*** RECORDS PROVIDED Section Begins ***
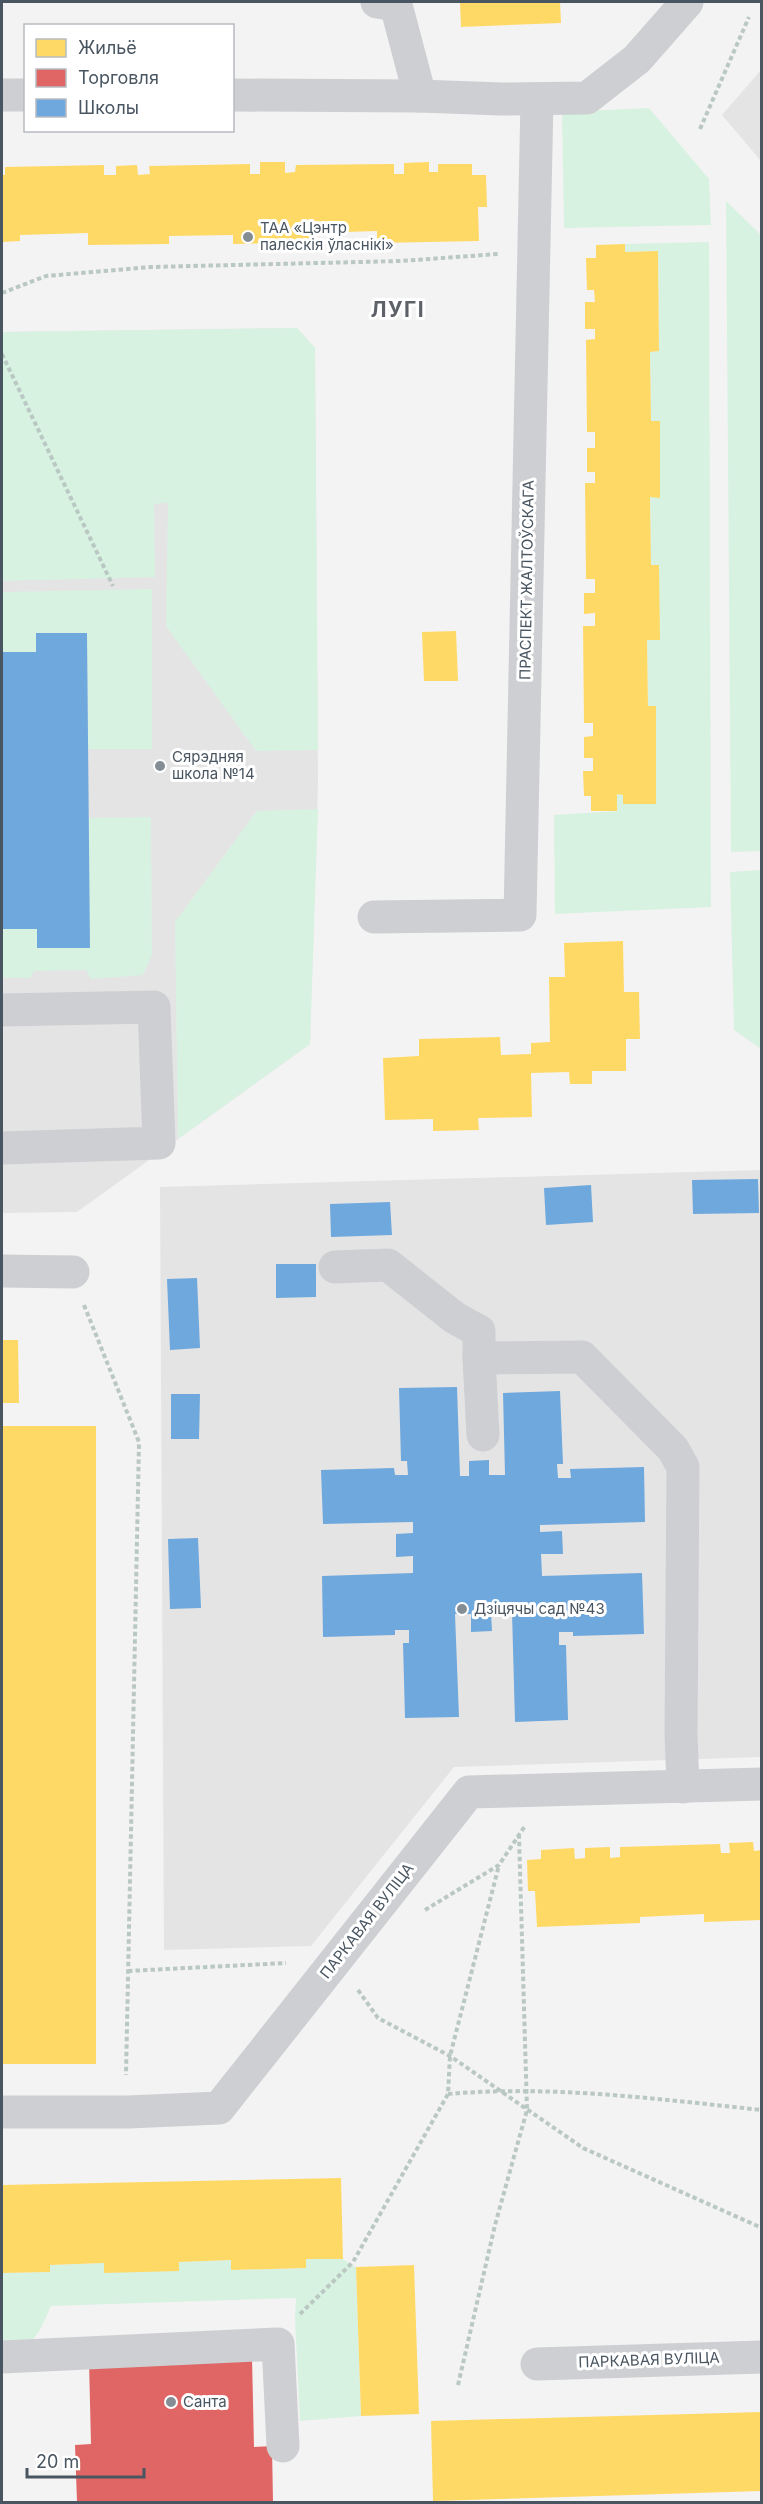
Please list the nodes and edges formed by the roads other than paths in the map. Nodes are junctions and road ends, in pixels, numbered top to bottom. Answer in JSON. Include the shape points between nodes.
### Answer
{"nodes":[{"id":1,"x":377,"y":2,"type":"edge"},
{"id":2,"x":687,"y":2,"type":"edge"},
{"id":3,"x":2,"y":95,"type":"edge"},
{"id":4,"x":24,"y":95,"type":"edge"},
{"id":5,"x":234,"y":96,"type":"edge"},
{"id":6,"x":420,"y":96,"type":"junction"},
{"id":7,"x":537,"y":99,"type":"junction"},
{"id":8,"x":374,"y":917,"type":"dead end"},
{"id":9,"x":2,"y":1010,"type":"edge"},
{"id":10,"x":2,"y":1148,"type":"edge"},
{"id":11,"x":335,"y":1267,"type":"dead end"},
{"id":12,"x":2,"y":1271,"type":"edge"},
{"id":13,"x":73,"y":1272,"type":"road end"},
{"id":14,"x":479,"y":1358,"type":"junction"},
{"id":15,"x":483,"y":1435,"type":"dead end"},
{"id":16,"x":762,"y":1784,"type":"edge"},
{"id":17,"x":683,"y":1786,"type":"junction"},
{"id":18,"x":2,"y":2112,"type":"edge"},
{"id":19,"x":2,"y":2356,"type":"edge"},
{"id":20,"x":762,"y":2357,"type":"edge"},
{"id":21,"x":537,"y":2364,"type":"dead end"},
{"id":22,"x":283,"y":2446,"type":"dead end"}],
"edges":[{"from":1,"to":6,"type":"street","via":[[396,5]]},
{"from":2,"to":7,"type":"street","via":[[637,58],[587,98]]},
{"from":3,"to":4,"type":"street"},
{"from":5,"to":6,"type":"street"},
{"from":6,"to":7,"type":"street"},
{"from":7,"to":8,"type":"street","name":"ПРАСПЕКТ ЖАЛТОЎСКАГА","via":[[520,915]]},
{"from":9,"to":10,"type":"street","via":[[154,1007],[159,1143]]},
{"from":11,"to":14,"type":"street","via":[[388,1265],[455,1318],[479,1331]]},
{"from":12,"to":13,"type":"street"},
{"from":14,"to":15,"type":"street"},
{"from":14,"to":17,"type":"street","via":[[582,1357],[673,1449],[683,1467]]},
{"from":16,"to":17,"type":"street","name":"ПАРКАВАЯ ВУЛІЦА"},
{"from":17,"to":18,"type":"street","name":"ПАРКАВАЯ ВУЛІЦА","via":[[469,1792],[219,2108]]},
{"from":19,"to":22,"type":"street","via":[[279,2344]]},
{"from":20,"to":21,"type":"street","name":"ПАРКАВАЯ ВУЛІЦА"}]}
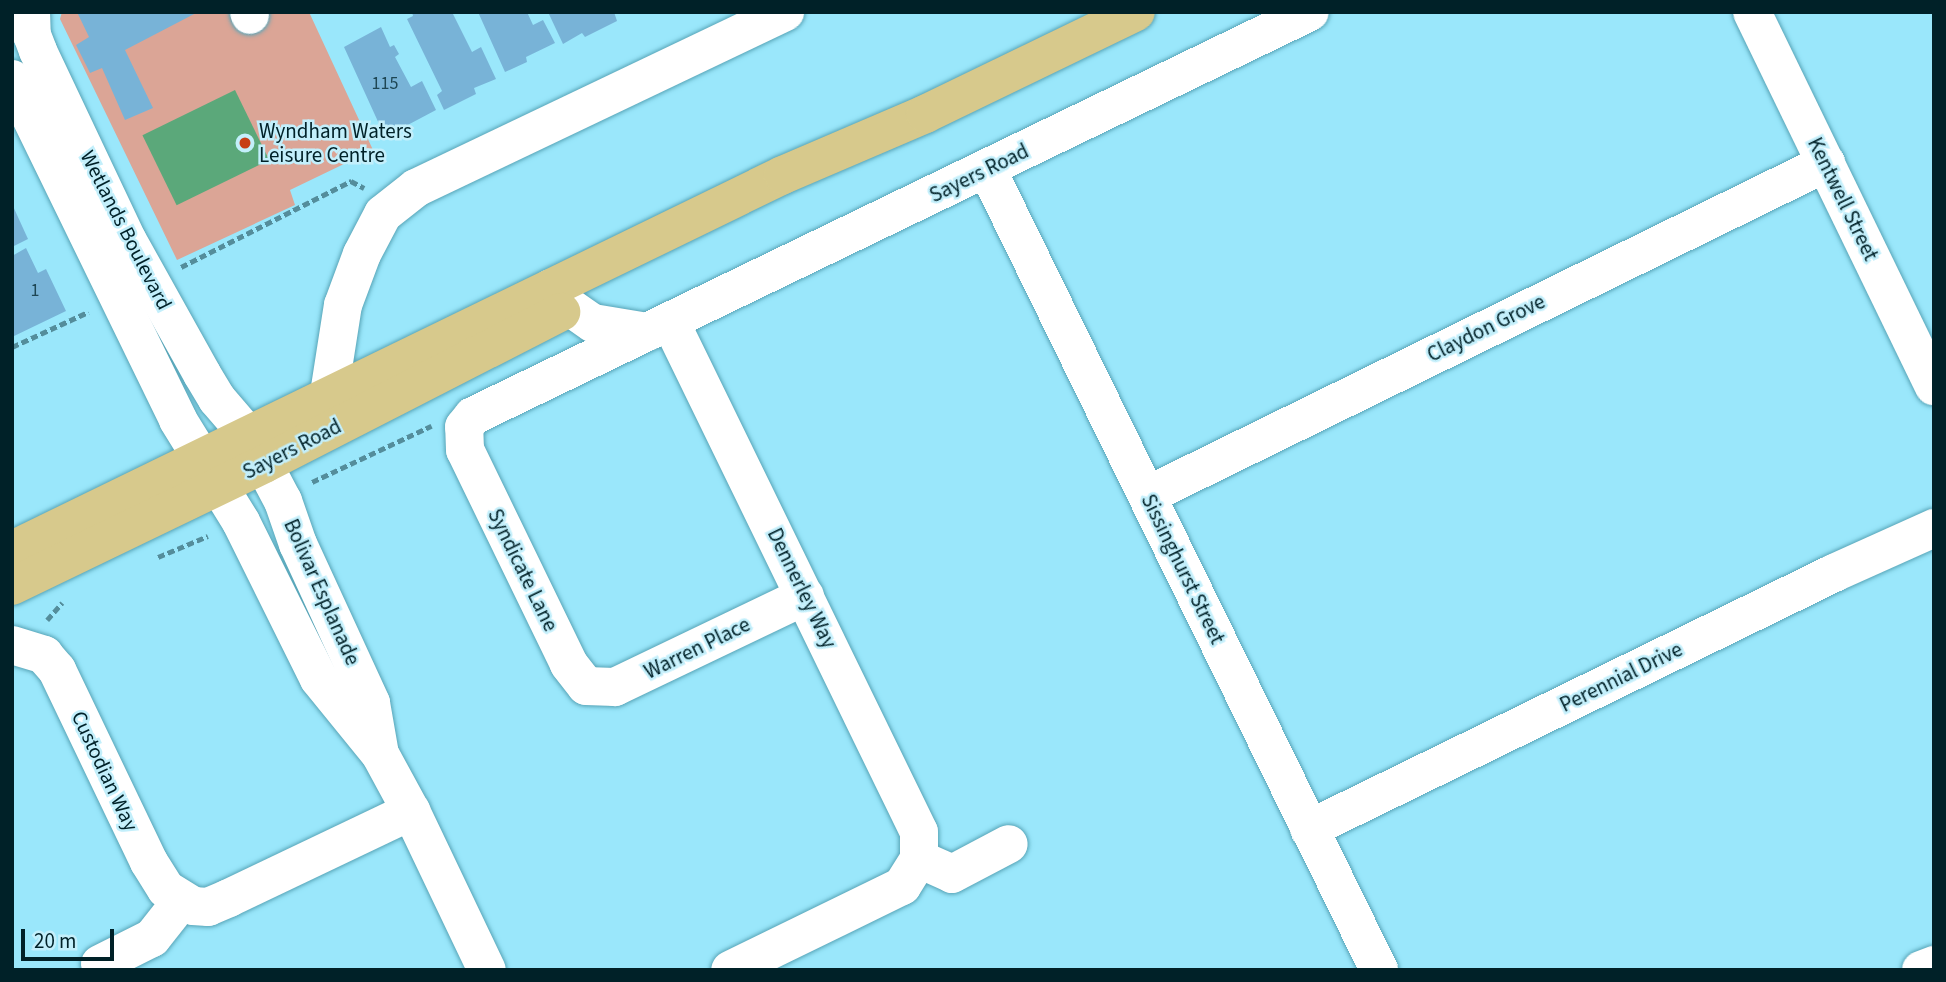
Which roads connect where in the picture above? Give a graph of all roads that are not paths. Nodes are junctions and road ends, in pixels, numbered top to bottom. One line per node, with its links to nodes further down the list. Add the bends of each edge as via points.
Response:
1 (29, 12): 6 (street); 10 (street, Wetlands Boulevard, via 38,51)
2 (785, 12): 14 (street, Sayers Road, via 416,188 383,214 343,305)
3 (1136, 12): 11 (main road, Sayers Road, via 925,114 783,175)
4 (1310, 12): 9 (street, Sayers Road)
5 (1752, 12): 8 (street, Kentwell Street)
6 (12, 26)
7 (12, 79): 10 (street, Wetlands Boulevard)
8 (1826, 163): 13 (street, Kentwell Street); 18 (street, Claydon Grove)
9 (987, 169): 12 (street, Sayers Road); 18 (street, Sissinghurst Street)
10 (133, 288): 16 (street, Wetlands Boulevard); 17 (street, Wetlands Boulevard, via 174,411)
11 (560, 297): 12 (street, via 604,327); 14 (main road, Sayers Road); 16 (main road, Sayers Road)
12 (659, 327): 15 (street, Sayers Road, via 473,416); 22 (street, Dennerley Way)
13 (1934, 386)
14 (329, 394): 16 (main road, Sayers Road)
15 (465, 438): 24 (street, Syndicate Lane, via 569,664)
16 (256, 450): 17 (main road, Sayers Road); 25 (street, Bolivar Esplanade, via 371,702)
17 (210, 472): 20 (main road, Sayers Road); 21 (main road, Sayers Road); 25 (street, Bolivar Esplanade, via 274,583 319,679)
18 (1148, 495): 27 (street, Sissinghurst Street)
19 (1934, 528): 27 (street, Perennial Drive)
20 (15, 545)
21 (12, 586)
22 (805, 596): 24 (street, Warren Place, via 615,687); 29 (street, Dennerley Way, via 919,832)
23 (18, 646): 30 (street, Custodian Way, via 44,655 57,670 149,862 162,884)
24 (586, 686)
25 (380, 754): 26 (street, Bolivar Esplanade)
26 (411, 811): 30 (street, via 208,907); 33 (street, Bolivar Esplanade)
27 (1309, 829): 35 (street, Sissinghurst Street)
28 (1009, 845): 29 (street, via 952,874)
29 (919, 859): 34 (street, via 902,886)
30 (182, 900): 31 (street, via 152,939)
31 (100, 964)
32 (1934, 965): 36 (street)
33 (486, 970)
34 (730, 970)
35 (1379, 970)
36 (1921, 970)

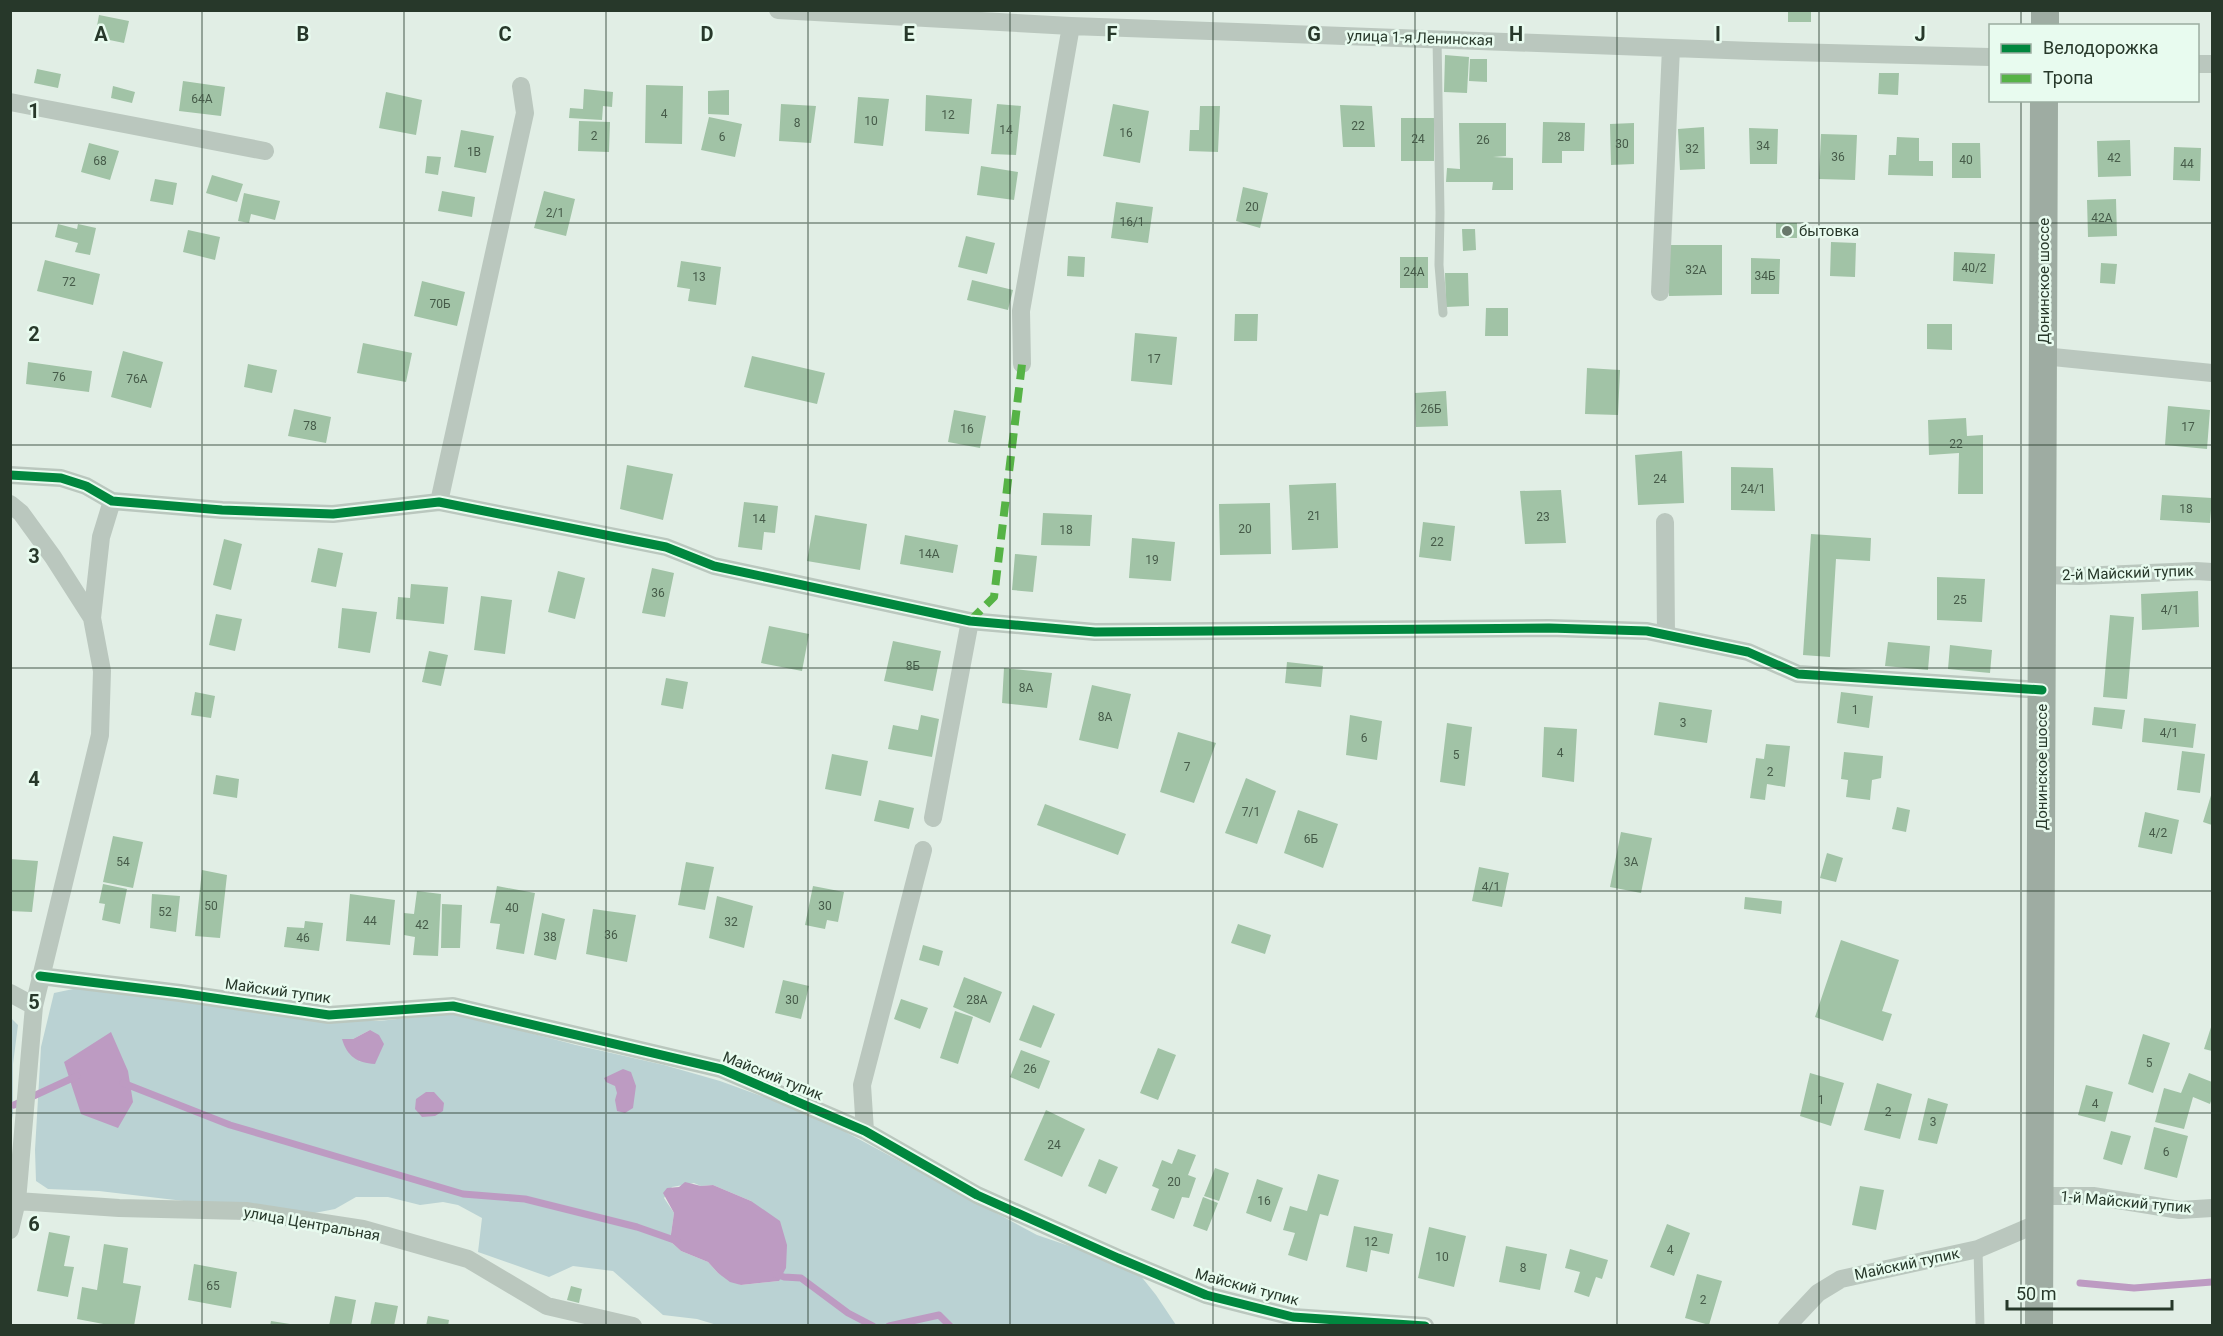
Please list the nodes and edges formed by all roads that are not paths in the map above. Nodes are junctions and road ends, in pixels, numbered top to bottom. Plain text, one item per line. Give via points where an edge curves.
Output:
*** RECORDS PROVIDED Section Ends ***
— YOUR TASK —
The pictures are to be omitted, and the rest of the listing is to be transcribed exactly.

— EXPECTED ANSWER —
Please list the nodes and edges formed by the roads other than paths in the map. Nodes are junctions and road ends, in pixels, numbered top to bottom. Answer in JSON. Include the shape points between nodes.
### Answer
{"nodes":[{"id":1,"x":377,"y":2,"type":"edge"},
{"id":2,"x":687,"y":2,"type":"edge"},
{"id":3,"x":2,"y":95,"type":"edge"},
{"id":4,"x":24,"y":95,"type":"edge"},
{"id":5,"x":234,"y":96,"type":"edge"},
{"id":6,"x":420,"y":96,"type":"junction"},
{"id":7,"x":537,"y":99,"type":"junction"},
{"id":8,"x":374,"y":917,"type":"dead end"},
{"id":9,"x":2,"y":1010,"type":"edge"},
{"id":10,"x":2,"y":1148,"type":"edge"},
{"id":11,"x":335,"y":1267,"type":"dead end"},
{"id":12,"x":2,"y":1271,"type":"edge"},
{"id":13,"x":73,"y":1272,"type":"road end"},
{"id":14,"x":479,"y":1358,"type":"junction"},
{"id":15,"x":483,"y":1435,"type":"dead end"},
{"id":16,"x":762,"y":1784,"type":"edge"},
{"id":17,"x":683,"y":1786,"type":"junction"},
{"id":18,"x":2,"y":2112,"type":"edge"},
{"id":19,"x":2,"y":2356,"type":"edge"},
{"id":20,"x":762,"y":2357,"type":"edge"},
{"id":21,"x":537,"y":2364,"type":"dead end"},
{"id":22,"x":283,"y":2446,"type":"dead end"}],
"edges":[{"from":1,"to":6,"type":"street","via":[[396,5]]},
{"from":2,"to":7,"type":"street","via":[[637,58],[587,98]]},
{"from":3,"to":4,"type":"street"},
{"from":5,"to":6,"type":"street"},
{"from":6,"to":7,"type":"street"},
{"from":7,"to":8,"type":"street","name":"ПРАСПЕКТ ЖАЛТОЎСКАГА","via":[[520,915]]},
{"from":9,"to":10,"type":"street","via":[[154,1007],[159,1143]]},
{"from":11,"to":14,"type":"street","via":[[388,1265],[455,1318],[479,1331]]},
{"from":12,"to":13,"type":"street"},
{"from":14,"to":15,"type":"street"},
{"from":14,"to":17,"type":"street","via":[[582,1357],[673,1449],[683,1467]]},
{"from":16,"to":17,"type":"street","name":"ПАРКАВАЯ ВУЛІЦА"},
{"from":17,"to":18,"type":"street","name":"ПАРКАВАЯ ВУЛІЦА","via":[[469,1792],[219,2108]]},
{"from":19,"to":22,"type":"street","via":[[279,2344]]},
{"from":20,"to":21,"type":"street","name":"ПАРКАВАЯ ВУЛІЦА"}]}
Which roads connect where in the picture above? Give a graph of all roads that are not paths. Nodes are junctions and road ends, in pixels, numbered top to bottom. One line per node, with its links to nodes further down the list. Add the bends of each edge as via points.
Response:
1 (29, 12): 6 (street); 10 (street, Wetlands Boulevard, via 38,51)
2 (785, 12): 14 (street, Sayers Road, via 416,188 383,214 343,305)
3 (1136, 12): 11 (main road, Sayers Road, via 925,114 783,175)
4 (1310, 12): 9 (street, Sayers Road)
5 (1752, 12): 8 (street, Kentwell Street)
6 (12, 26)
7 (12, 79): 10 (street, Wetlands Boulevard)
8 (1826, 163): 13 (street, Kentwell Street); 18 (street, Claydon Grove)
9 (987, 169): 12 (street, Sayers Road); 18 (street, Sissinghurst Street)
10 (133, 288): 16 (street, Wetlands Boulevard); 17 (street, Wetlands Boulevard, via 174,411)
11 (560, 297): 12 (street, via 604,327); 14 (main road, Sayers Road); 16 (main road, Sayers Road)
12 (659, 327): 15 (street, Sayers Road, via 473,416); 22 (street, Dennerley Way)
13 (1934, 386)
14 (329, 394): 16 (main road, Sayers Road)
15 (465, 438): 24 (street, Syndicate Lane, via 569,664)
16 (256, 450): 17 (main road, Sayers Road); 25 (street, Bolivar Esplanade, via 371,702)
17 (210, 472): 20 (main road, Sayers Road); 21 (main road, Sayers Road); 25 (street, Bolivar Esplanade, via 274,583 319,679)
18 (1148, 495): 27 (street, Sissinghurst Street)
19 (1934, 528): 27 (street, Perennial Drive)
20 (15, 545)
21 (12, 586)
22 (805, 596): 24 (street, Warren Place, via 615,687); 29 (street, Dennerley Way, via 919,832)
23 (18, 646): 30 (street, Custodian Way, via 44,655 57,670 149,862 162,884)
24 (586, 686)
25 (380, 754): 26 (street, Bolivar Esplanade)
26 (411, 811): 30 (street, via 208,907); 33 (street, Bolivar Esplanade)
27 (1309, 829): 35 (street, Sissinghurst Street)
28 (1009, 845): 29 (street, via 952,874)
29 (919, 859): 34 (street, via 902,886)
30 (182, 900): 31 (street, via 152,939)
31 (100, 964)
32 (1934, 965): 36 (street)
33 (486, 970)
34 (730, 970)
35 (1379, 970)
36 (1921, 970)

Please list the nodes and edges formed by all roads that are not paths in the map above. Nodes are junctions and road ends, in pixels, numbered top to bottom. Plain text, one item per line. Give via points where an edge curves.
Output:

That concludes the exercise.